[OT] - C++ exceptions are becoming more and more problematic

H. S. Teoh hsteoh at quickfur.ath.cx
Wed Feb 23 17:02:00 UTC 2022


On Wed, Feb 23, 2022 at 04:20:43PM +0000, IGotD- via Digitalmars-d wrote:
> On Wednesday, 23 February 2022 at 16:11:45 UTC, rikki cattermole wrote:
> > 
> > ``@throws(Exception)`` would be equivalent to what D functions without
> > ``nothrow`` are today by default. ``@throws()`` would be equivalent to
> > ``nothrow``.
> > 
> > ``@throws(Struct)`` would only allow the Struct to be thrown from a
> > function.
> > 
> 
> I'm really against "manually" declaring which exceptions a function
> throws.  It will quickly become unmaintainable as people will forget
> which exceptions that are thrown and which are not.

Yeah, this is just another variation on Java's checked exceptions, which
experience has proven is not worth the trouble, because people find it
too cumbersome and either don't use it or just slap on boilerplate like
`throws(Exception)` just to make the compiler shut up, which defeats the
whole purpose.


[...]
> > I would like to hear other opinions especially Walter's since I
> > don't think he has commented on value type exceptions design-wise
> > recently.
> 
> Walter said that exceptions are on the way out, because of the
> optimization problem which this article also described. He has not
> presented an alternative error handling mechanism.

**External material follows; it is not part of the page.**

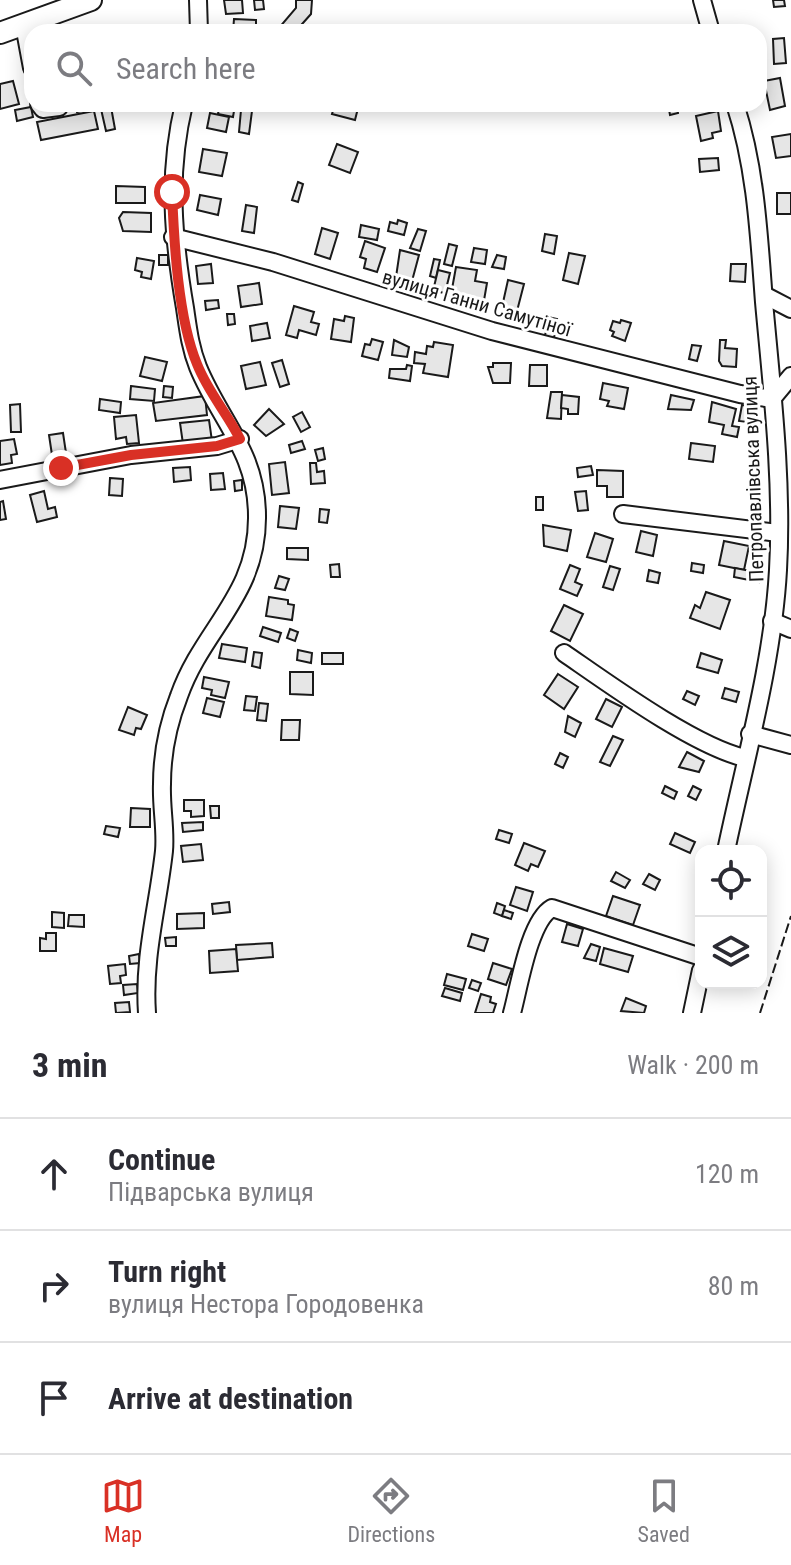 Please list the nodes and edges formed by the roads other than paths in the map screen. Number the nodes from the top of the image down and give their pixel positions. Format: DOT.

The problem described in this article doesn't seem to be the same
problem as Walter mentioned in the past. The problem here is primarily
caused by contention on a global mutex used by the stack unwinder; I
don't know if the D implementation actually has this problem.

The problem Walter mentioned in the past is more with how it interacts
with the optimizer: once a set of functions may throw, the optimizer can
no longer assume linear control flow through the code that calls these
functions, so it cannot apply optimizations like reordering code, and
data flow analysis becomes a lot hairier.


T

-- 
If creativity is stifled by rigid discipline, then it is not true creativity.